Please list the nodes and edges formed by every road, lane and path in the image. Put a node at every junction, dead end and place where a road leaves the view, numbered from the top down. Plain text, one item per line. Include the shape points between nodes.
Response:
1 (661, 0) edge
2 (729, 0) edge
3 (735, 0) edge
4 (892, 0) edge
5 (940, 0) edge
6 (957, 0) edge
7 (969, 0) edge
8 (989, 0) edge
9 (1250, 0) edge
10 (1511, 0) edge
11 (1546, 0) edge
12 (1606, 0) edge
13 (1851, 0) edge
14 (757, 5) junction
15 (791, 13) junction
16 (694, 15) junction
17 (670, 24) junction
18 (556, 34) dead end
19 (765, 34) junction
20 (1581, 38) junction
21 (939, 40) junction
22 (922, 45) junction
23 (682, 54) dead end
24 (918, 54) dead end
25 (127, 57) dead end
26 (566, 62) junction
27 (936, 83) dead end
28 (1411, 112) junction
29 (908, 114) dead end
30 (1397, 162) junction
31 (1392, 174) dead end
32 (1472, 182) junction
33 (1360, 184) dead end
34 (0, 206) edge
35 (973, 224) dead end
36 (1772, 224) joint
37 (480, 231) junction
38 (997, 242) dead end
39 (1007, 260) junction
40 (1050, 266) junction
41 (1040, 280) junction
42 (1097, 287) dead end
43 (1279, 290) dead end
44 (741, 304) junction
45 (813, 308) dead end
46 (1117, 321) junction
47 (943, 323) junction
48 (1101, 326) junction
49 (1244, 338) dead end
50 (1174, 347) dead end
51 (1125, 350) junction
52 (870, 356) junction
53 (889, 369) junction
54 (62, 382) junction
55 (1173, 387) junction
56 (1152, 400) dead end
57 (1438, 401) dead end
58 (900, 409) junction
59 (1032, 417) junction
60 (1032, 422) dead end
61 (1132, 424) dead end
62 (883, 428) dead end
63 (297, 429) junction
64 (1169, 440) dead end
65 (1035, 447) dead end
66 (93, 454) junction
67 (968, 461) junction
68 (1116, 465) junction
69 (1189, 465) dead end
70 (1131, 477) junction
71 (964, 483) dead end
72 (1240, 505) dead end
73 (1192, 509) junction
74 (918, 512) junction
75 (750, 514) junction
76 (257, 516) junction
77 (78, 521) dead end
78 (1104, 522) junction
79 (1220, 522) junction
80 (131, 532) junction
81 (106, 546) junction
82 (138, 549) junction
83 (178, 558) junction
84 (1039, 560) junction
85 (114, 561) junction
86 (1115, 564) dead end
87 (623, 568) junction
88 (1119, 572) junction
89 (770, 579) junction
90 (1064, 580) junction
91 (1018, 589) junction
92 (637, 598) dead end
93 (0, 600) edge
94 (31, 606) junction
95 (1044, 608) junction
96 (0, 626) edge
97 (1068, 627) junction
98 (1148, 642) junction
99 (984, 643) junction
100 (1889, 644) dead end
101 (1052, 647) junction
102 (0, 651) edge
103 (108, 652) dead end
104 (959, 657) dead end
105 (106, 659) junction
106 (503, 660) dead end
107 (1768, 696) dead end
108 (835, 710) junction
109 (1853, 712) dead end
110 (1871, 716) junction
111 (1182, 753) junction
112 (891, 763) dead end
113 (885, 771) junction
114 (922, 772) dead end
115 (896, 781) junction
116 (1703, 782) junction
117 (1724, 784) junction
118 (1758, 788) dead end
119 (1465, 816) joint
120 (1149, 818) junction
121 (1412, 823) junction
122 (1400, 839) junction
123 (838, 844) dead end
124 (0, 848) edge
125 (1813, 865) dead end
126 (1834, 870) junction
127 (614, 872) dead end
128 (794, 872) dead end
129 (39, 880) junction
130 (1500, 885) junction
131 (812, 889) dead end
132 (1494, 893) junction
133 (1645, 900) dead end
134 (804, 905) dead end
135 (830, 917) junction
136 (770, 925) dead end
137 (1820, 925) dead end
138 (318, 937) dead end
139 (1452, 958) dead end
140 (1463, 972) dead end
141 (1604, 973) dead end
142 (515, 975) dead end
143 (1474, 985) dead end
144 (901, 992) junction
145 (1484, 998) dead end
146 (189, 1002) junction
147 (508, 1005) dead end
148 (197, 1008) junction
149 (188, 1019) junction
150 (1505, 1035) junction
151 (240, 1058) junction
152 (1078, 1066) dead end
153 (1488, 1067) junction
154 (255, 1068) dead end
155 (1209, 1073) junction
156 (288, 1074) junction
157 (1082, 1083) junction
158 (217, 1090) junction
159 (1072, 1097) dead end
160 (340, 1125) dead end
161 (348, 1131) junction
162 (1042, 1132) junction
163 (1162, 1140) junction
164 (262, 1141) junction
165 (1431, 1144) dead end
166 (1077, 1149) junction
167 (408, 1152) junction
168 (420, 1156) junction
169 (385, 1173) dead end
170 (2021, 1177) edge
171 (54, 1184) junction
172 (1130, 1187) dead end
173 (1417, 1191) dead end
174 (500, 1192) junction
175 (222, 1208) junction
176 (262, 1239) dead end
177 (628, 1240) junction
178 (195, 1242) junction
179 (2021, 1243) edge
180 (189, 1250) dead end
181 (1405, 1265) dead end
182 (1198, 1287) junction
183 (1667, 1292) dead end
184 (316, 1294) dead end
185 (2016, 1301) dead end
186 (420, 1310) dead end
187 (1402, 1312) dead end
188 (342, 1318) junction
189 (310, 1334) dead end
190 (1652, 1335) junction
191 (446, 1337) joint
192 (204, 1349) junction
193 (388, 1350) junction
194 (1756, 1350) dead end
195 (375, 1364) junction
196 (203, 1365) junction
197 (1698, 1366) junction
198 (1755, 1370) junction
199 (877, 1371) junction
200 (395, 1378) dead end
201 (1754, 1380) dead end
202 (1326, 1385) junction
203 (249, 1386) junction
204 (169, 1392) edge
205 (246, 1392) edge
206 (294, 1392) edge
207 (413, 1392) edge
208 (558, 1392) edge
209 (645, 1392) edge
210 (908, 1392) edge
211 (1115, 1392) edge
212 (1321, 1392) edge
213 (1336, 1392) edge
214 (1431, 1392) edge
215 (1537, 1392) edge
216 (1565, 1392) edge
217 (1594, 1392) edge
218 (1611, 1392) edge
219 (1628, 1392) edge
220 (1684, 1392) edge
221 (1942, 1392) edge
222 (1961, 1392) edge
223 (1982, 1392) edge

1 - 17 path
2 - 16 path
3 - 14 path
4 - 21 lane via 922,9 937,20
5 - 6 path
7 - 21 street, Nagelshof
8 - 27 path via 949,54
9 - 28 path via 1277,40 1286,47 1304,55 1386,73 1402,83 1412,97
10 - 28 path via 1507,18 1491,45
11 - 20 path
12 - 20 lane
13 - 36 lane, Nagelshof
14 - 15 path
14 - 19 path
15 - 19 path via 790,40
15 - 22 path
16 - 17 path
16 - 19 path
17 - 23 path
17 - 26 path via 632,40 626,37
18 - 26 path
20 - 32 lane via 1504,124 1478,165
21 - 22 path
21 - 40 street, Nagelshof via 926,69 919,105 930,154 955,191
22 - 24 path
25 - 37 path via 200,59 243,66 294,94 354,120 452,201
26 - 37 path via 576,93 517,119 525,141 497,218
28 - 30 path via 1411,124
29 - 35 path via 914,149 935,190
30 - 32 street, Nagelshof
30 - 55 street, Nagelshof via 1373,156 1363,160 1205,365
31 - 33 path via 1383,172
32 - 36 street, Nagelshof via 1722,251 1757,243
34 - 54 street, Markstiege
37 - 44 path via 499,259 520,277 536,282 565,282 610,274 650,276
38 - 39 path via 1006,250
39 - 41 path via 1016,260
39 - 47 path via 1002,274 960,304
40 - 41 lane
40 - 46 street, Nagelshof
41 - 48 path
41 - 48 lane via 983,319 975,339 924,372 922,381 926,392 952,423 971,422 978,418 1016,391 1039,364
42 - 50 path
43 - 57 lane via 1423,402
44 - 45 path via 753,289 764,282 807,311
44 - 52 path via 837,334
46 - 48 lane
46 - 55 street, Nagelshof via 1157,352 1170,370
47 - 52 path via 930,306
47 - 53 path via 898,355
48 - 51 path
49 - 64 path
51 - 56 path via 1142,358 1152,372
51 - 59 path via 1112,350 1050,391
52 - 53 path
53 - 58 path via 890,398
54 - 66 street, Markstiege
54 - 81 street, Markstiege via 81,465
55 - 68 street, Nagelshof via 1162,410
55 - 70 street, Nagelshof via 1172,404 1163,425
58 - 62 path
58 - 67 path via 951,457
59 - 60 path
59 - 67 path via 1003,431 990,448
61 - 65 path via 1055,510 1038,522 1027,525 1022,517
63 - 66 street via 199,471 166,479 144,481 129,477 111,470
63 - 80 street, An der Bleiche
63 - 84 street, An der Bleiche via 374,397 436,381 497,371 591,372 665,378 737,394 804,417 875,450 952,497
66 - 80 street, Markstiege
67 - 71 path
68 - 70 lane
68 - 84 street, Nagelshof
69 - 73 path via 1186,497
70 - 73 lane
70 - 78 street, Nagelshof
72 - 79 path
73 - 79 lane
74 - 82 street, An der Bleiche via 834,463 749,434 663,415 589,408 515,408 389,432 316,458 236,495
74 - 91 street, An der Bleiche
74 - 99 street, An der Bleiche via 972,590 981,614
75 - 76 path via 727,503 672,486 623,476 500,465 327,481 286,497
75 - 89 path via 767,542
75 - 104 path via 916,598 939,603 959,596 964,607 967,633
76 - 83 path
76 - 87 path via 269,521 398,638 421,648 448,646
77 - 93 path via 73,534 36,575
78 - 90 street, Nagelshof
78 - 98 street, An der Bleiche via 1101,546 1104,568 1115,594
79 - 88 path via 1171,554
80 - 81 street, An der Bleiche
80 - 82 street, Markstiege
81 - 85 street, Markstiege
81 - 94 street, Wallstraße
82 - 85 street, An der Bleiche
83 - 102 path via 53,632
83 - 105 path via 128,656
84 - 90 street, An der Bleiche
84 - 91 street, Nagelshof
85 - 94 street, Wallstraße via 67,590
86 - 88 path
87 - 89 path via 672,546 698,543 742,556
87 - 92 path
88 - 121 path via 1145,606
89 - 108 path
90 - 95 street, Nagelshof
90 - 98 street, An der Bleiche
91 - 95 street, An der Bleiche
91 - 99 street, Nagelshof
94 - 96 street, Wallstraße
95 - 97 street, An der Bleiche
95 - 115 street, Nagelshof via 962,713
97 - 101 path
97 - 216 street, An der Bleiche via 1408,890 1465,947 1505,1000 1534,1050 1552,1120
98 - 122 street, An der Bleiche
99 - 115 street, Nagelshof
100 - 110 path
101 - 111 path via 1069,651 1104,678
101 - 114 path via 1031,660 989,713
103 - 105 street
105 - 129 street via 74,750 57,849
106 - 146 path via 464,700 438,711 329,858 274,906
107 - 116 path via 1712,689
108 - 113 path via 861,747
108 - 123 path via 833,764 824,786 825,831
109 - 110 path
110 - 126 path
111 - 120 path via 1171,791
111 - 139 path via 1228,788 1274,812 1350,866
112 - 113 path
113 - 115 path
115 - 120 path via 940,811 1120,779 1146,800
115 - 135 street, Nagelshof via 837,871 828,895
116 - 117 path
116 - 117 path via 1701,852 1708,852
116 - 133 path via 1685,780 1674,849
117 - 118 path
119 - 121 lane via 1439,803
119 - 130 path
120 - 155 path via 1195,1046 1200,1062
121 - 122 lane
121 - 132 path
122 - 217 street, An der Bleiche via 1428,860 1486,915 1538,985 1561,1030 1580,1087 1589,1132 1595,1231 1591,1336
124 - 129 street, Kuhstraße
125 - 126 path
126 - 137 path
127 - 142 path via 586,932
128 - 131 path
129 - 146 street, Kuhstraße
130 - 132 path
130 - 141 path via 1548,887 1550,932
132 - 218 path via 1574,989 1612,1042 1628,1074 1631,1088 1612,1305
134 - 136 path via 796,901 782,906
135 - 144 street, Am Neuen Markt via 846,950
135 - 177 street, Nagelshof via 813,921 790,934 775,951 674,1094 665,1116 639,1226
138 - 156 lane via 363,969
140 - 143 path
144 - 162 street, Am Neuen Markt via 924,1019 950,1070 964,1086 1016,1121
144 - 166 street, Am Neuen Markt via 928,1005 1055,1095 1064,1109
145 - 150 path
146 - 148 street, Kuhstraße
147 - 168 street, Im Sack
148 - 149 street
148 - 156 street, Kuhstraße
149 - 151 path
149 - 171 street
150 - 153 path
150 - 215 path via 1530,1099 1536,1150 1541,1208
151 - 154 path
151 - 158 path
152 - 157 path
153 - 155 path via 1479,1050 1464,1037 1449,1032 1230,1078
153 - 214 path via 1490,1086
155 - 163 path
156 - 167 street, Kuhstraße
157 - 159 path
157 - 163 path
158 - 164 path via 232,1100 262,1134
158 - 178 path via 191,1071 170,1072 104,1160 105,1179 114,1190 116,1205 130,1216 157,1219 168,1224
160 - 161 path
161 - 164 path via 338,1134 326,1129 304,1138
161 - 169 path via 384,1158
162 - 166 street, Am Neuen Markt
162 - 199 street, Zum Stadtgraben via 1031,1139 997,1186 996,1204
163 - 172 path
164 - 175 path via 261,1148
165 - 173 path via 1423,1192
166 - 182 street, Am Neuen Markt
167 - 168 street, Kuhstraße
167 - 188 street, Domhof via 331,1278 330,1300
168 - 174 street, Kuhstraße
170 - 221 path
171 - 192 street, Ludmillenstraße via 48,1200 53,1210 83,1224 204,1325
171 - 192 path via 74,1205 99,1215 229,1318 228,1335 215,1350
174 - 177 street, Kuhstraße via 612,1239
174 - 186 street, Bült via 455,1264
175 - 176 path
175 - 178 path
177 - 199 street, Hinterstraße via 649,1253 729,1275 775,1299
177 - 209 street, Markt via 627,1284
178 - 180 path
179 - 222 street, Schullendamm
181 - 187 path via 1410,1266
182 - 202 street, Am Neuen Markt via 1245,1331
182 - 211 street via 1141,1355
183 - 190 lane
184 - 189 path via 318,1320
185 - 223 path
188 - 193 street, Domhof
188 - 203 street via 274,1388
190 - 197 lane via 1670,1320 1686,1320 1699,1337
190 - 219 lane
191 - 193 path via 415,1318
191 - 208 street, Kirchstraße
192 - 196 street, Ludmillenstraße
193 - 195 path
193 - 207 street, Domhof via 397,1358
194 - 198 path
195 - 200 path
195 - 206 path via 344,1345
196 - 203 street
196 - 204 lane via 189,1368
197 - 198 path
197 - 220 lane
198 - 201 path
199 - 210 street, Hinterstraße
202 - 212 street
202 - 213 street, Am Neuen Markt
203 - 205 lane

········

* **What you are asked to do**: Check the listing above for "Neuen". Show every line where it turns up.

* **Your solution**:
135 - 144 street, Am Neuen Markt via 846,950
144 - 162 street, Am Neuen Markt via 924,1019 950,1070 964,1086 1016,1121
144 - 166 street, Am Neuen Markt via 928,1005 1055,1095 1064,1109
162 - 166 street, Am Neuen Markt
166 - 182 street, Am Neuen Markt
182 - 202 street, Am Neuen Markt via 1245,1331
202 - 213 street, Am Neuen Markt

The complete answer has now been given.